_MATERIAL SHOWN_.

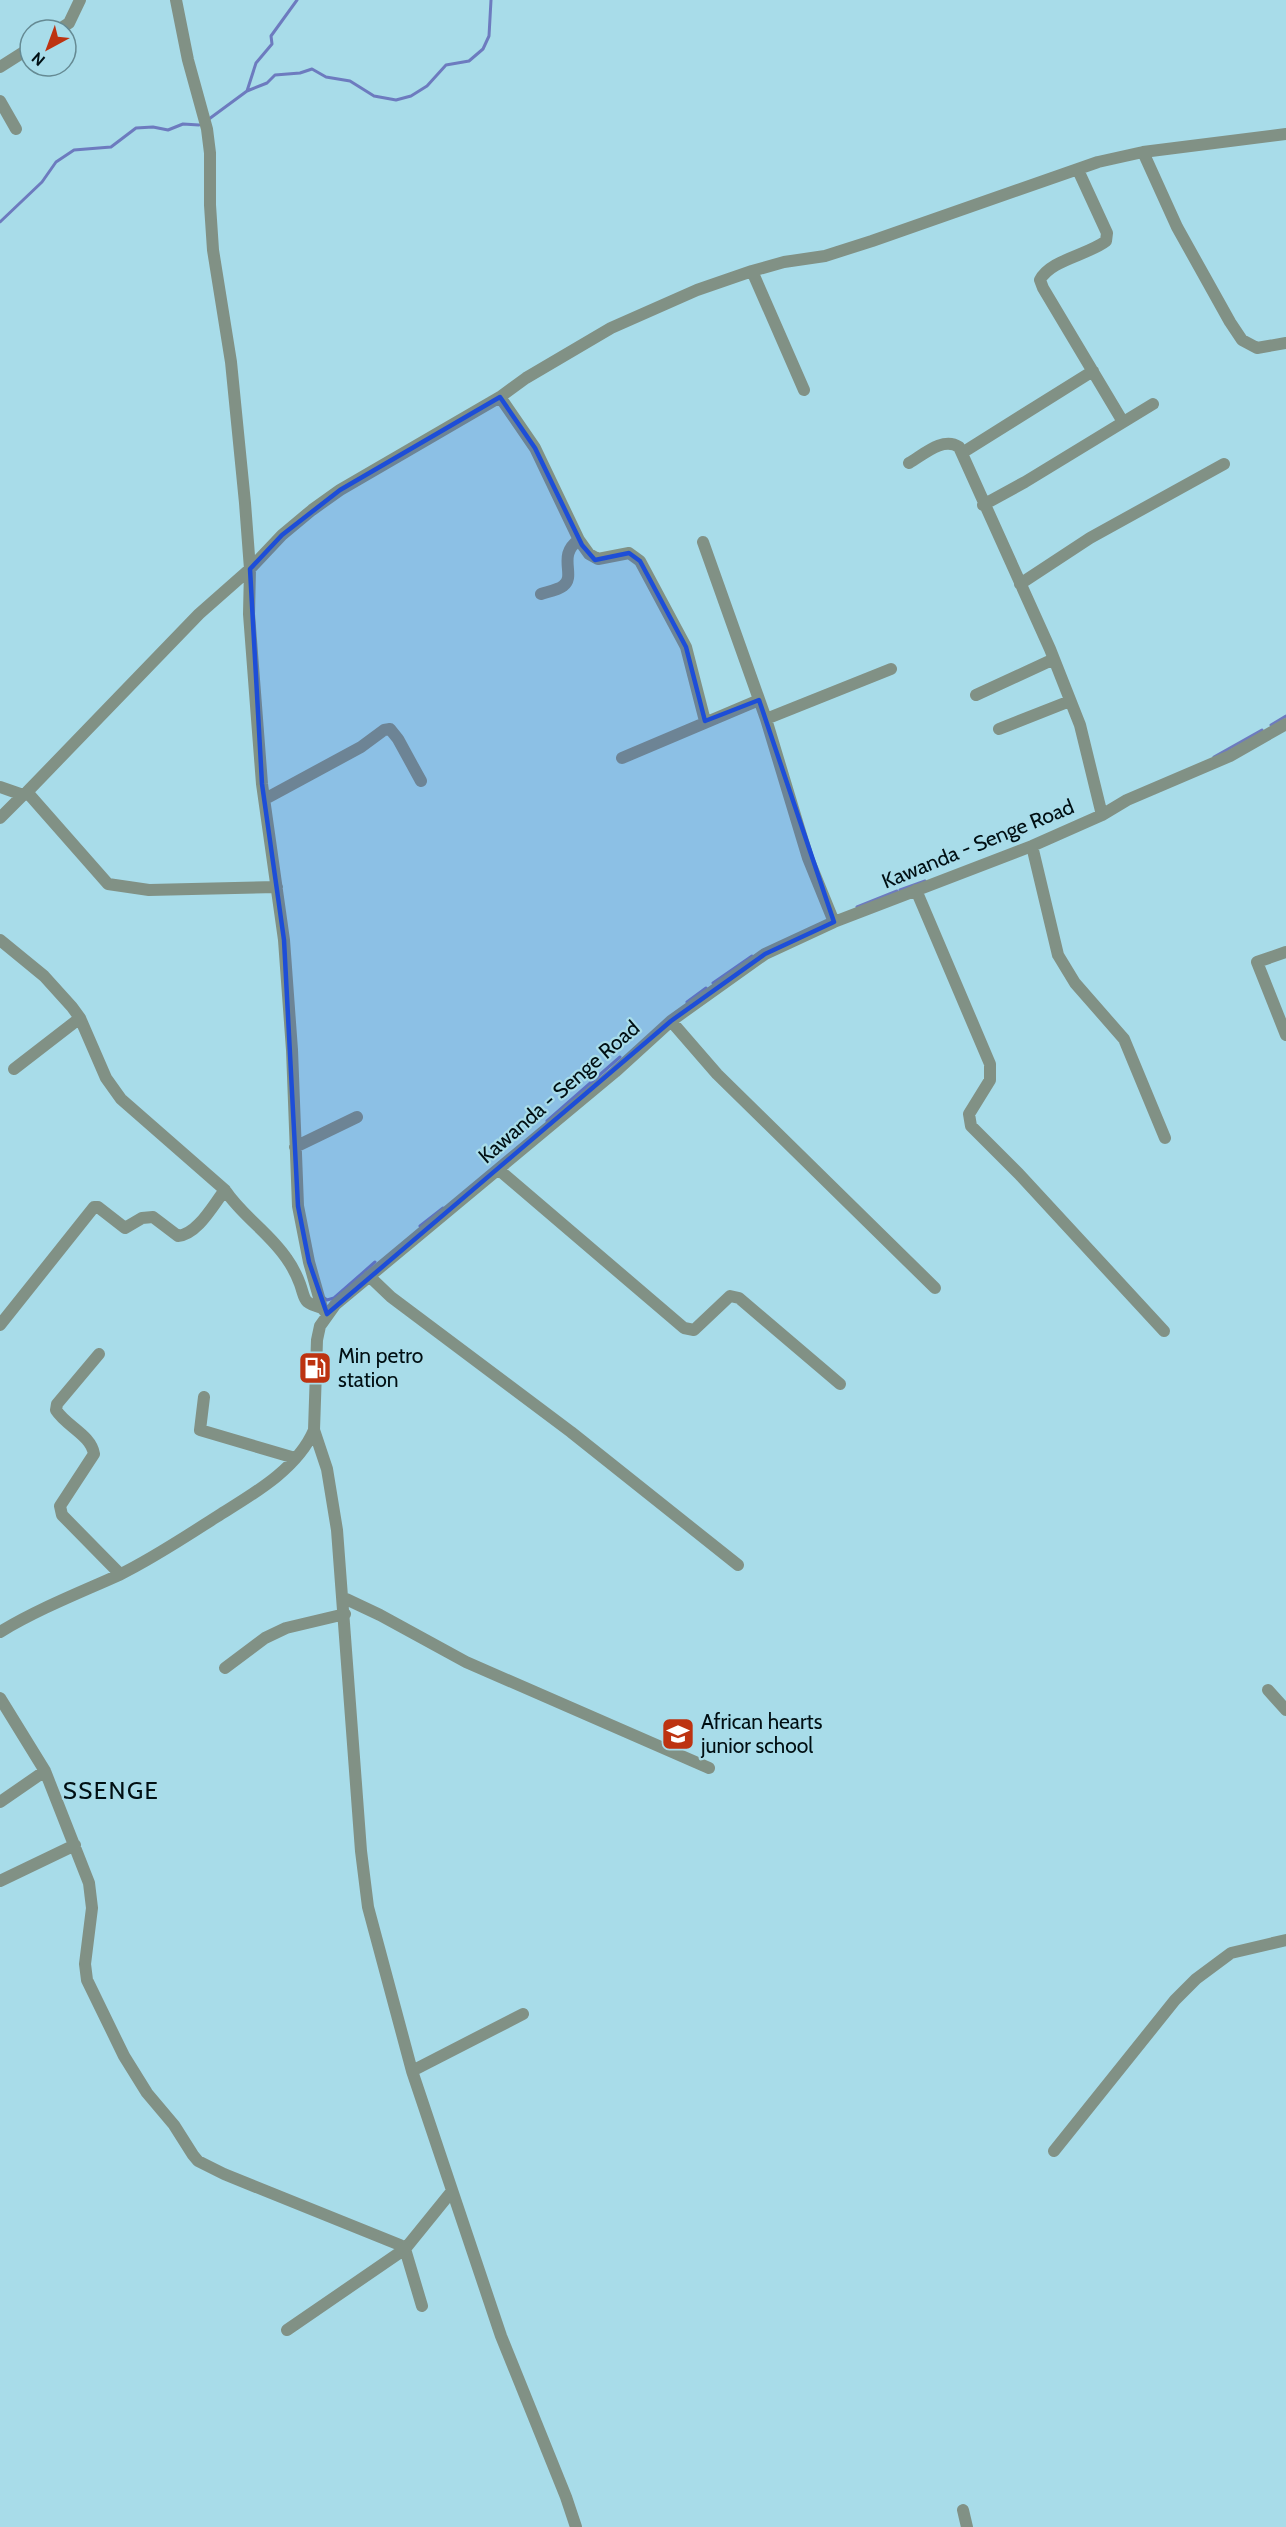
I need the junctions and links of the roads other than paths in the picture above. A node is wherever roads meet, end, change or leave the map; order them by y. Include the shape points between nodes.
1 (80, 0) edge
2 (176, 0) edge
3 (71, 18) edge
4 (18, 56) edge
5 (0, 67) edge
6 (0, 101) edge
7 (16, 129) dead end
8 (1286, 134) edge
9 (1143, 152) junction
10 (1078, 170) junction
11 (752, 271) junction
12 (1286, 343) edge
13 (1092, 371) junction
14 (804, 390) dead end
15 (500, 397) junction
16 (1154, 404) dead end
17 (1123, 422) junction
18 (962, 453) junction
19 (909, 463) dead end
20 (1224, 464) dead end
21 (983, 505) junction
22 (579, 540) junction
23 (703, 542) dead end
24 (250, 569) junction
25 (1020, 584) junction
26 (541, 594) dead end
27 (1054, 660) junction
28 (891, 669) dead end
29 (976, 695) dead end
30 (759, 700) junction
31 (1070, 701) junction
32 (766, 719) junction
33 (705, 722) junction
34 (1286, 724) edge
35 (999, 729) dead end
36 (622, 758) dead end
37 (421, 781) dead end
38 (0, 787) edge
39 (25, 794) junction
40 (265, 799) junction
41 (1102, 815) junction
42 (0, 818) edge
43 (1032, 846) junction
44 (277, 887) junction
45 (916, 890) junction
46 (834, 922) junction
47 (0, 940) edge
48 (1286, 952) edge
49 (80, 1018) junction
50 (671, 1021) junction
51 (1286, 1035) edge
52 (14, 1069) dead end
53 (357, 1117) dead end
54 (1165, 1138) dead end
55 (295, 1147) junction
56 (499, 1170) junction
57 (225, 1190) junction
58 (369, 1276) junction
59 (935, 1288) dead end
60 (324, 1311) junction
61 (0, 1325) edge
62 (1164, 1331) dead end
63 (99, 1354) dead end
64 (840, 1384) dead end
65 (204, 1397) dead end
66 (314, 1430) junction
67 (295, 1458) junction
68 (738, 1565) dead end
69 (120, 1574) junction
70 (344, 1598) junction
71 (345, 1614) junction
72 (0, 1632) edge
73 (225, 1668) dead end
74 (1268, 1690) dead end
75 (0, 1698) edge
76 (1286, 1710) edge
77 (709, 1768) dead end
78 (45, 1771) junction
79 (0, 1802) edge
80 (75, 1845) junction
81 (0, 1881) edge
82 (1286, 1940) edge
83 (523, 2014) dead end
84 (412, 2072) junction
85 (1054, 2151) dead end
86 (452, 2192) junction
87 (405, 2249) junction
88 (422, 2306) dead end
89 (287, 2330) dead end
90 (963, 2510) dead end
91 (576, 2527) edge
92 (967, 2527) edge

1 - 3 street
2 - 24 street via 209,145 213,250 231,362
4 - 5 street
6 - 7 street
8 - 9 street
9 - 10 street
9 - 12 street via 1177,227 1242,340 1257,348
10 - 11 street via 825,256
10 - 13 street via 1107,233 1106,241 1059,264 1040,280
11 - 14 street
11 - 15 street via 610,328
13 - 17 street
13 - 18 street
15 - 22 street via 535,448
15 - 24 street via 340,490 282,536
16 - 17 street
17 - 21 street
18 - 19 street via 948,443
18 - 21 street
20 - 25 street via 1090,538
21 - 25 street
22 - 26 street via 568,551 564,586
22 - 33 street via 593,558 629,553 640,561 686,647
23 - 30 street
24 - 39 street via 165,648
24 - 40 street via 249,614
25 - 27 street
27 - 29 street
27 - 31 street
28 - 32 street
30 - 32 street
30 - 33 street
31 - 35 street
31 - 41 street via 1080,725
32 - 46 street via 808,858
33 - 36 street
34 - 41 street, Kawanda - Senge Road via 1230,756 1127,800
37 - 40 street via 390,729
38 - 39 street
39 - 42 street
39 - 44 street via 108,884 149,890
40 - 44 street
41 - 43 street, Kawanda - Senge Road
43 - 45 street, Kawanda - Senge Road
43 - 54 street via 1058,955 1075,983 1124,1039
44 - 55 street via 284,940
45 - 46 street, Kawanda - Senge Road
45 - 62 street via 990,1064 990,1080 969,1114 971,1126
46 - 50 street, Kawanda - Senge Road via 765,954
47 - 49 street via 44,976
48 - 51 street via 1257,962
49 - 52 street
49 - 57 street via 106,1078 121,1099
50 - 56 street, Kawanda - Senge Road
50 - 59 street via 717,1074
53 - 55 street
55 - 60 street via 298,1206
56 - 58 street, Kawanda - Senge Road
56 - 64 street via 684,1328 694,1330 730,1296 739,1298
57 - 60 street via 236,1207 279,1247 300,1285 302,1297
57 - 61 street via 193,1230 178,1236 153,1217 142,1218 125,1228 94,1207
58 - 60 street, Kawanda - Senge Road
58 - 68 street via 391,1298 571,1432
60 - 66 street, Kawanda - Senge Road via 317,1340
63 - 69 street via 57,1404 61,1417 88,1441 94,1454 60,1506 62,1515
65 - 67 street via 200,1430
66 - 67 street
66 - 70 street via 327,1468
67 - 69 street via 259,1490
69 - 72 street
70 - 71 street
70 - 77 street via 466,1662
71 - 73 street via 286,1628 265,1638
71 - 84 street via 349,1703 368,1906
74 - 76 street
75 - 78 street
78 - 79 street
78 - 80 street
80 - 81 street
80 - 87 street via 89,1882 92,1908 85,1965 87,1980 134,2073 193,2155 224,2174 384,2237
82 - 85 street via 1231,1953 1196,1979 1174,2000
83 - 84 street
84 - 86 street
86 - 87 street
86 - 91 street via 501,2336
87 - 88 street
87 - 89 street
90 - 92 street

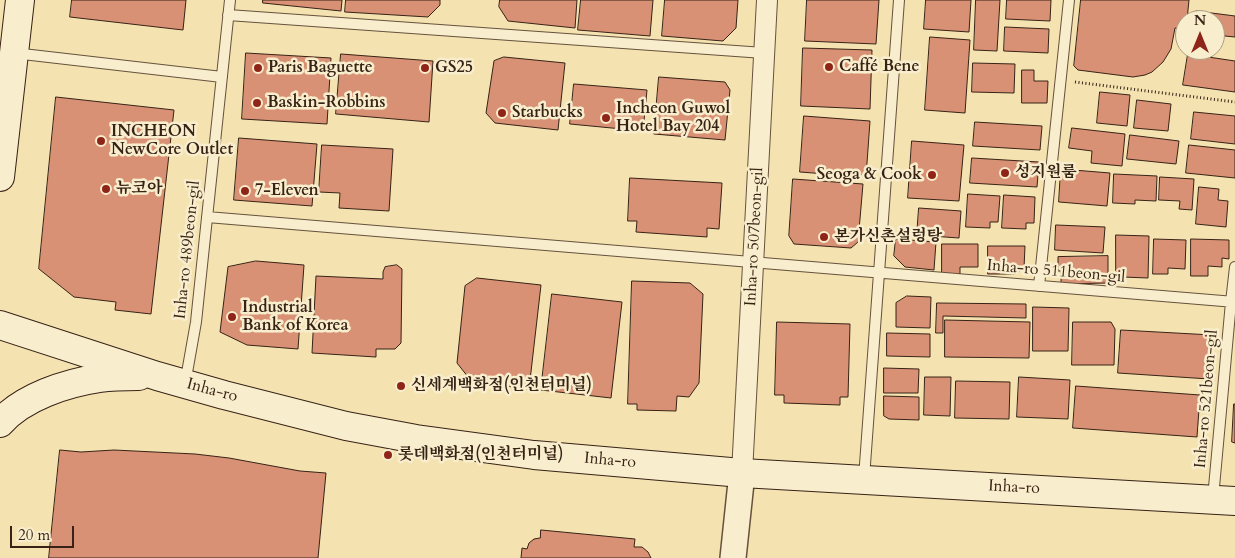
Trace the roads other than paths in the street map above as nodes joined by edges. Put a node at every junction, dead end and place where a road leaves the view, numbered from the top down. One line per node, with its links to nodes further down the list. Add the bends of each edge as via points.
1 (20, 0): 7 (main road)
2 (230, 0): 6 (lane, Inha-ro 489beon-gil)
3 (768, 0): 8 (street, Inha-ro 507beon-gil)
4 (899, 0): 14 (lane)
5 (1069, 0): 15 (lane)
6 (228, 15): 8 (lane); 9 (lane, Inha-ro 489beon-gil)
7 (14, 53): 9 (lane); 10 (main road)
8 (764, 53): 12 (street, Inha-ro 507beon-gil)
9 (222, 77): 11 (lane, Inha-ro 489beon-gil)
10 (0, 177)
11 (207, 217): 12 (lane, Inha-ro 511beon-gil); 19 (lane, Inha-ro 489beon-gil, via 196,322)
12 (754, 263): 14 (lane, Inha-ro 511beon-gil); 21 (street, Inha-ro 507beon-gil)
13 (1235, 267): 16 (lane, Inha-ro 521beon-gil)
14 (880, 272): 15 (lane, Inha-ro 511beon-gil); 22 (lane)
15 (1039, 286): 16 (lane, Inha-ro 511beon-gil)
16 (1233, 302): 23 (lane, Inha-ro 521beon-gil)
17 (0, 325): 18 (main road, Inha-ro)
18 (157, 376): 19 (main road, Inha-ro); 20 (main road, via 102,378 57,388 18,408)
19 (185, 384): 21 (main road, Inha-ro, via 346,426 416,439 534,455)
20 (0, 424)
21 (742, 473): 22 (main road, Inha-ro); 24 (street)
22 (864, 480): 23 (main road, Inha-ro)
23 (1224, 500)
24 (733, 558)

_PROBLEM REQUIREMENTS_.
Select the lines in this material that hold the word "Senge", leaving none out.

_OUTPUT FOR THIS EXERCISE_.
34 - 41 street, Kawanda - Senge Road via 1230,756 1127,800
41 - 43 street, Kawanda - Senge Road
43 - 45 street, Kawanda - Senge Road
45 - 46 street, Kawanda - Senge Road
46 - 50 street, Kawanda - Senge Road via 765,954
50 - 56 street, Kawanda - Senge Road
56 - 58 street, Kawanda - Senge Road
58 - 60 street, Kawanda - Senge Road
60 - 66 street, Kawanda - Senge Road via 317,1340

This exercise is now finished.